Philip José Farmer (1918-2009)
Il 25 febbraio 2009 è scomparso il Maestro di Riverworld e de Gli amanti di Siddo. Aveva firmato pietre miliari della fantascienza, a partire dal suo esordio capace di infrangere il tabù del sesso. Ma restava soprattutto un grande appassionato degli universi letterari del fantastico e della fantascienza.
La mattina di mercoledì 25 febbraio Philip José Farmer si è spento nel sonno nella sua casa di Peoria, Illinois. Nato il 26 gennaio del 1918 nello stato dell’Indiana, vantava tra i suoi antenati una mezza dozzina di nazionalità diverse (inglese, olandese, irlandese, scozzese, tedesca e cherokee). Il suo secondo nome era un tributo a una nonna materna di origini indiane.

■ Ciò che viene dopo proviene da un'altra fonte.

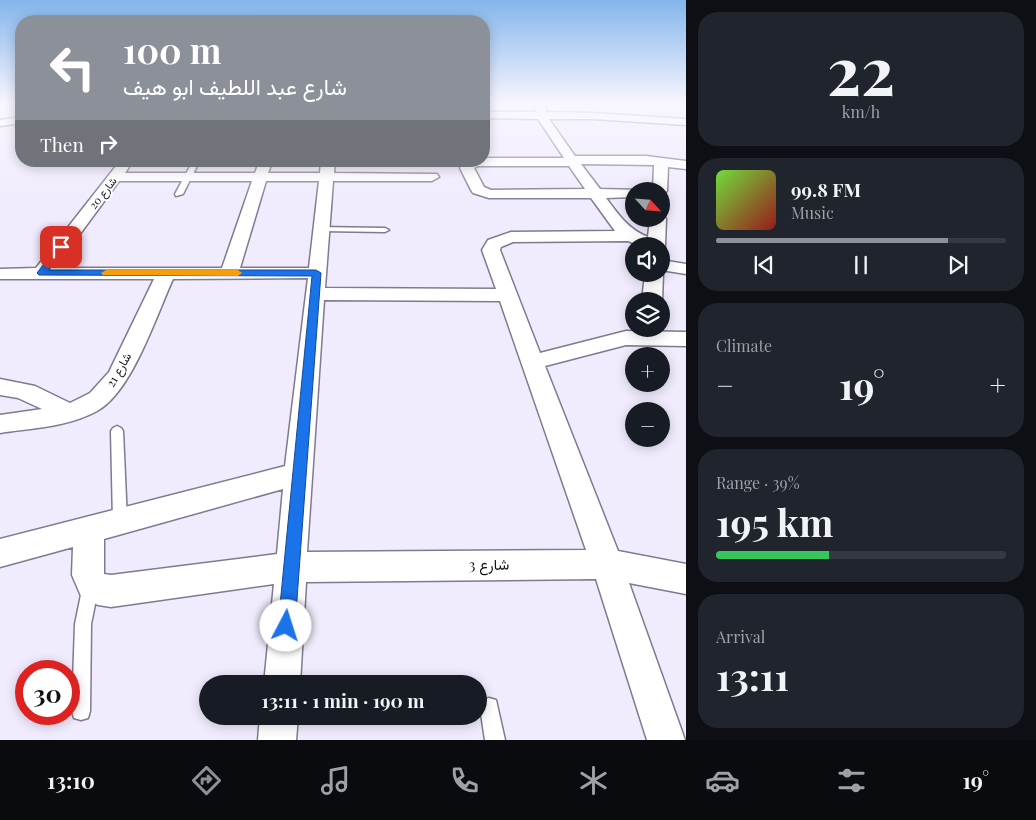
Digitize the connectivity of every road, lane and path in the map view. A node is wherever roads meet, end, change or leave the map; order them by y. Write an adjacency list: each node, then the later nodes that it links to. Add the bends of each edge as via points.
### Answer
1 (557, 137): 2 (street)
2 (572, 161): 3 (street); 4 (street); 18 (street)
3 (661, 161): 5 (street); 15 (street)
4 (490, 162)
5 (686, 165)
6 (122, 167): 11 (street, شارع 20)
7 (193, 167): 12 (lane)
8 (263, 167): 13 (street)
9 (468, 167): 18 (street, via 478,190 489,194)
10 (327, 169): 13 (street); 14 (street); 19 (street)
11 (115, 177): 12 (street); 24 (street, شارع 20)
12 (188, 177): 13 (street); 17 (lane)
13 (260, 177): 26 (street)
14 (432, 177)
15 (660, 182)
16 (625, 193): 18 (street)
17 (179, 194)
18 (595, 194): 21 (street)
19 (321, 229): 20 (lane); 28 (street)
20 (385, 230)
21 (630, 236): 29 (street, via 511,237 501,240 491,250)
22 (670, 266): 23 (street)
23 (686, 269)
24 (42, 273): 25 (street); 27 (street)
25 (166, 273): 26 (street); 35 (street, شارع 21, via 119,375 109,389 92,403)
26 (229, 273): 28 (street)
27 (0, 274)
28 (316, 284): 29 (street); 38 (street)
29 (507, 295): 33 (street)
30 (631, 337): 33 (street)
31 (670, 337): 32 (street)
32 (686, 340)
33 (533, 362): 42 (street)
34 (0, 387): 35 (street, via 26,390)
35 (66, 412): 36 (street, شارع 21)
36 (0, 424)
37 (117, 431): 39 (lane)
38 (298, 474): 39 (street); 43 (street)
39 (120, 521): 40 (street)
40 (89, 530): 41 (street); 45 (street, via 87,577)
41 (0, 553)
42 (607, 564): 43 (street, شارع 3); 44 (street, شارع 3); 52 (street)
43 (291, 568): 45 (street, شارع 3, via 111,591); 46 (street)
44 (686, 579)
45 (90, 585): 48 (lane, via 83,624)
46 (283, 675)
47 (489, 707): 51 (lane)
48 (81, 711)
49 (278, 725): 50 (street)
50 (277, 740)
51 (495, 740)
52 (666, 740)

Benché benestante, Farmer non ebbe un’infanzia facile. Crebbe in un ambiente reso rigido dall’educazione puritana impartitagli dal padre e come forma di evasione dal quotidiano maturò presto una forte passione per la letteratura fantastica (i libri di Oz, I viaggi di Gulliver) e fantascientifica (Edgar Rice Burroughs, Jules Verne). Iscrittosi all’università del Missouri nel 1937 con il proposito di diventare giornalista, fu costretto ad abbandonare gli studi a causa della bancarotta dell’azienda diretta dal padre. Per aiutarlo a uscire dai debiti lavorò quindi due anni come operaio in una centrale elettrica. Nel 1939 tornò all’università vincendo una borsa di studio in scrittura creativa e l’anno successivo conobbe Elizabeth Virginia Andre, che avrebbe sposato l’anno successivo. Nel 1941 si arruolò nell’Air Force come cadetto, ma ottenne il congedo quello stesso anno a seguito della notizia dell’attacco di Pearl Harbor.

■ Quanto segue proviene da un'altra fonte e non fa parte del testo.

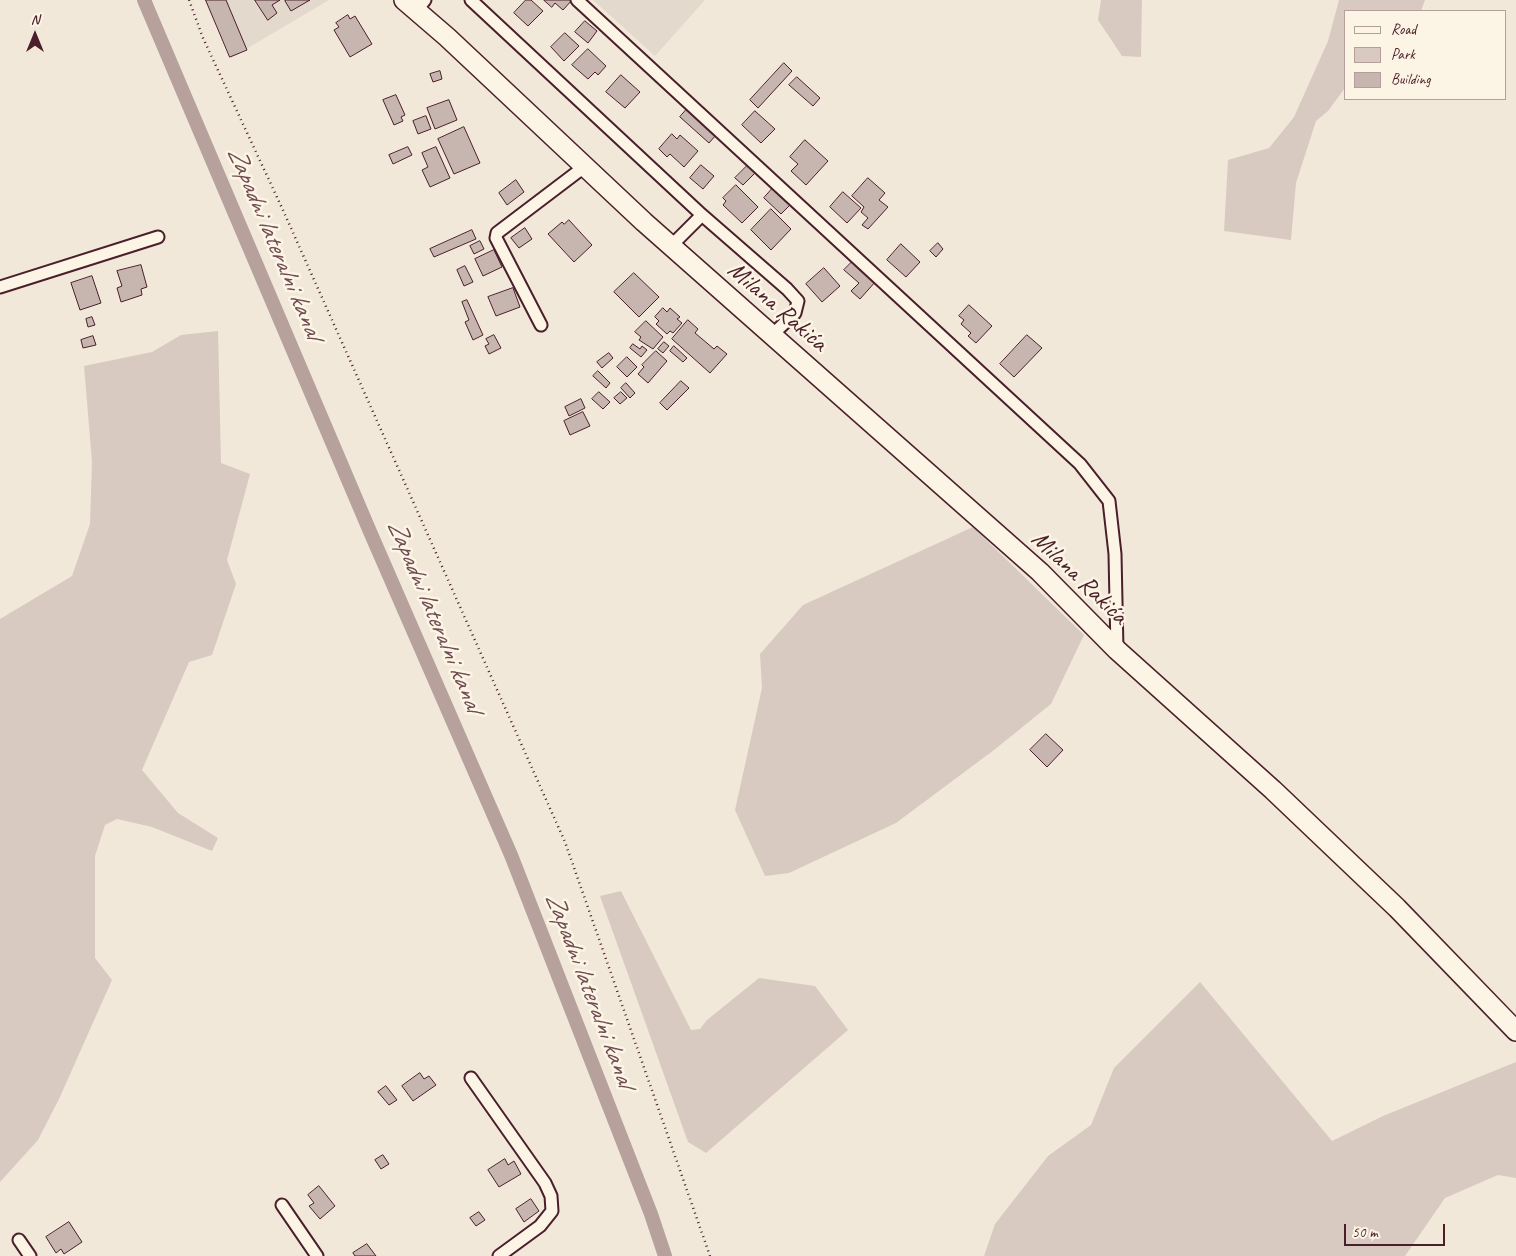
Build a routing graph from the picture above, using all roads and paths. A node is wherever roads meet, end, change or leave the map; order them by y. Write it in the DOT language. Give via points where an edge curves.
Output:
graph roads {
  1 [pos="189,0"];
  2 [pos="471,0"];
  3 [pos="577,0"];
  4 [pos="415,4"];
  5 [pos="584,167"];
  6 [pos="702,215"];
  7 [pos="158,237"];
  8 [pos="671,246"];
  9 [pos="0,287"];
  10 [pos="541,325"];
  11 [pos="771,336"];
  12 [pos="1117,650"];
  13 [pos="1516,1031"];
  14 [pos="472,1078"];
  15 [pos="282,1205"];
  16 [pos="18,1240"];
  17 [pos="30,1256"];
  18 [pos="317,1256"];
  19 [pos="499,1256"];
  20 [pos="710,1256"];
  1 -- 20 [label="path" via="203,38 565,842"];
  2 -- 6 [label="street"];
  3 -- 12 [label="street" via="1080,464 1109,501 1115,554"];
  4 -- 5 [label="main road, Milana Rakića"];
  5 -- 8 [label="main road, Milana Rakića"];
  5 -- 10 [label="street" via="497,233 496,238"];
  6 -- 8 [label="street"];
  6 -- 11 [label="street" via="798,301 795,313"];
  7 -- 9 [label="street"];
  8 -- 11 [label="main road, Milana Rakića"];
  11 -- 12 [label="main road, Milana Rakića" via="1040,572"];
  12 -- 13 [label="main road, Milana Rakića" via="1273,790 1397,908"];
  14 -- 19 [label="street" via="551,1196 552,1210 540,1226"];
  15 -- 18 [label="street"];
  16 -- 17 [label="street"];
}
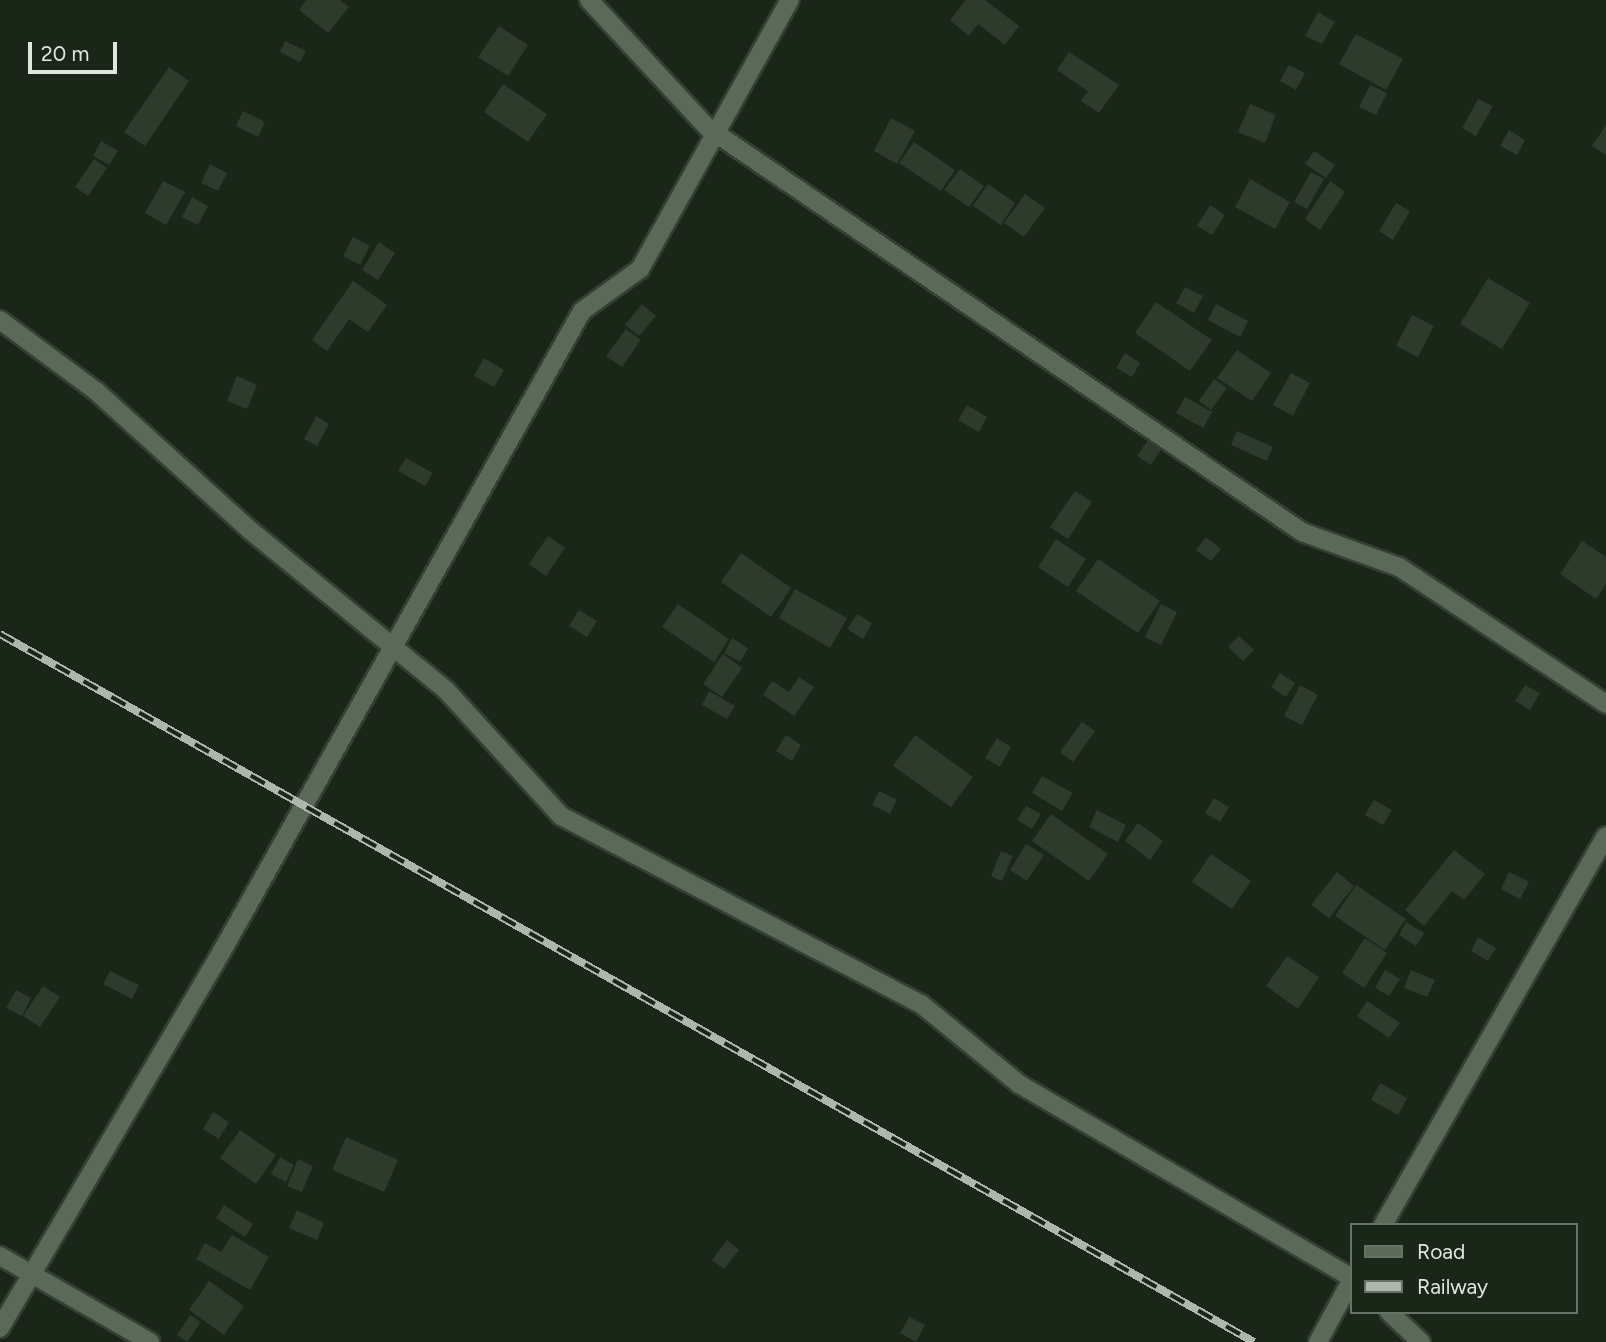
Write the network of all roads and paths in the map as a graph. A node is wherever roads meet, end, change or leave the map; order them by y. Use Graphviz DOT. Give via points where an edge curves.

Nei primi anni in cui Farmer tentò di intraprendere la carriera letteraria, dovette continuamente scontrarsi con una sorte avversa. Il suo esordio nella fantascienza avvenne nel 1952 con il racconto The Lovers (che avrebbe poi ampliato nel 1961 in romanzo, Gli amanti di Siddo, ristampato solo lo scorso anno nel n. 63 di “Urania Collezione”). Il racconto, rifiutato l’anno prima da riviste prestigiose come “Astounding SF” e “Galaxy” probabilmente a causa del tema scabroso dell’amore tra un terrestre e un’aliena, fu pubblicato nel 1952 su “Startling Stories” e guadagnò al suo autore l’attenzione di critici e lettori, meritandogli nel 1953 il premio Hugo per il giovane scrittore più promettente. L’anticonformismo, l’ironia dissacrante e la verve provocatoria si caratterizzano subito come i suoi marchi di fabbrica.

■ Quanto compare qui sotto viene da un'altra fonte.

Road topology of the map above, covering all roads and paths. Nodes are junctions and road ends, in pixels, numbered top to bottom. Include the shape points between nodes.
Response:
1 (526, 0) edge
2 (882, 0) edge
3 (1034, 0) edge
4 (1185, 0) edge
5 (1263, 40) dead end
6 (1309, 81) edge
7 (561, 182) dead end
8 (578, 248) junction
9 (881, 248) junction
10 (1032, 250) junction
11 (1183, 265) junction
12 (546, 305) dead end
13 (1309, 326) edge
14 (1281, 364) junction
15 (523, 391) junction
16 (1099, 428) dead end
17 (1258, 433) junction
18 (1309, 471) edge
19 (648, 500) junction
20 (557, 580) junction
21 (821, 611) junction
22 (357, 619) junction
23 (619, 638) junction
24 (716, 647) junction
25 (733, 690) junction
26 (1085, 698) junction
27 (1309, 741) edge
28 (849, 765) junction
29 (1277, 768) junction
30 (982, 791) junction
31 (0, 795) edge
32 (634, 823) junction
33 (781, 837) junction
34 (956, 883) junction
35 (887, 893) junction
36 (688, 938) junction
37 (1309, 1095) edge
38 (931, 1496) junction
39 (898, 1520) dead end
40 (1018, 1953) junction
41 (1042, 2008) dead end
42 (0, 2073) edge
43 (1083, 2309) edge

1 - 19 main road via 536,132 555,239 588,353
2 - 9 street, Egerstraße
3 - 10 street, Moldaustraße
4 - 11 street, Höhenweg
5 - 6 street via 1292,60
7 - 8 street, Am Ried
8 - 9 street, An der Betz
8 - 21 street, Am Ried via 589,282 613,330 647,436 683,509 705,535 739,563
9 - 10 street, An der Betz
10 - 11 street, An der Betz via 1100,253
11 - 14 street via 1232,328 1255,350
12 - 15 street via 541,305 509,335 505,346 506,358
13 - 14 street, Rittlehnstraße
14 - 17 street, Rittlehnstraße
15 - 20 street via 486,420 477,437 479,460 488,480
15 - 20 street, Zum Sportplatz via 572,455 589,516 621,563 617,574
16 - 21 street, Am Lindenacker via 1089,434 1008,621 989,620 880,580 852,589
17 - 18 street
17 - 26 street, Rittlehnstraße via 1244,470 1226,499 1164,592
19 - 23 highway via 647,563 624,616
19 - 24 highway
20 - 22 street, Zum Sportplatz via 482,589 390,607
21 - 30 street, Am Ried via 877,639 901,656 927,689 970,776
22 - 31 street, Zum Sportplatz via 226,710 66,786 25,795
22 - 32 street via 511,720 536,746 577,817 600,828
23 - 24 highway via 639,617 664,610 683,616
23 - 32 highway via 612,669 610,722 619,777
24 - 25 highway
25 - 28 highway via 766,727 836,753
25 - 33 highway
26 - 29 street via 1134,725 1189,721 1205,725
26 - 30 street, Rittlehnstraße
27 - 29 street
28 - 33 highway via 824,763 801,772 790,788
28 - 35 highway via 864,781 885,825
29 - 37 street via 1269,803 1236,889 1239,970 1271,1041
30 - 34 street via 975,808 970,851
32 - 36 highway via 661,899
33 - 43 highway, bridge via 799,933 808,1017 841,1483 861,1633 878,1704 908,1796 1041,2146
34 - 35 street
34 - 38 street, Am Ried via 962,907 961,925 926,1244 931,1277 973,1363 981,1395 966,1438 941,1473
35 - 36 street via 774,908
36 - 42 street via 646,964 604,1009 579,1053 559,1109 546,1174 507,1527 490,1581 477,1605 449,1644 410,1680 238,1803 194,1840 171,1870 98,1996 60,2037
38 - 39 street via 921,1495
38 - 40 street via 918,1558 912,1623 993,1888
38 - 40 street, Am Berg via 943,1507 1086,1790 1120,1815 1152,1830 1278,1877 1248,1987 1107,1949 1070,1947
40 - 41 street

In quegli anni Farmer vinse un concorso indetto dall’editore Shasta, ma il fallimento della casa editrice gli impedì di riscuotere il premio e lo obbligò a tornare in cerca di un lavoro. Cominciò così a viaggiare molto, da Syracuse (New York) fino a Scottsdale (Arizona), occupandosi di documentazione tecnica per diverse imprese nel settore dell’elettronica, senza mai smettere di scrivere. Nella seconda metà degli anni ’50 vide la luce padre John Carmody, che sarebbe poi divenuto la figura centrale di una serie di racconti poi riuniti in romanzo (ripubblicato anche questo, un paio di anni fa, da “Urania Collezione” nel n. 52 della serie, Notte di luce). La fortuna cominciò finalmente ad arridergli e nel 1964 Farmer abbandonò il lavoro per dedicarsi a tempo pieno alla scrittura.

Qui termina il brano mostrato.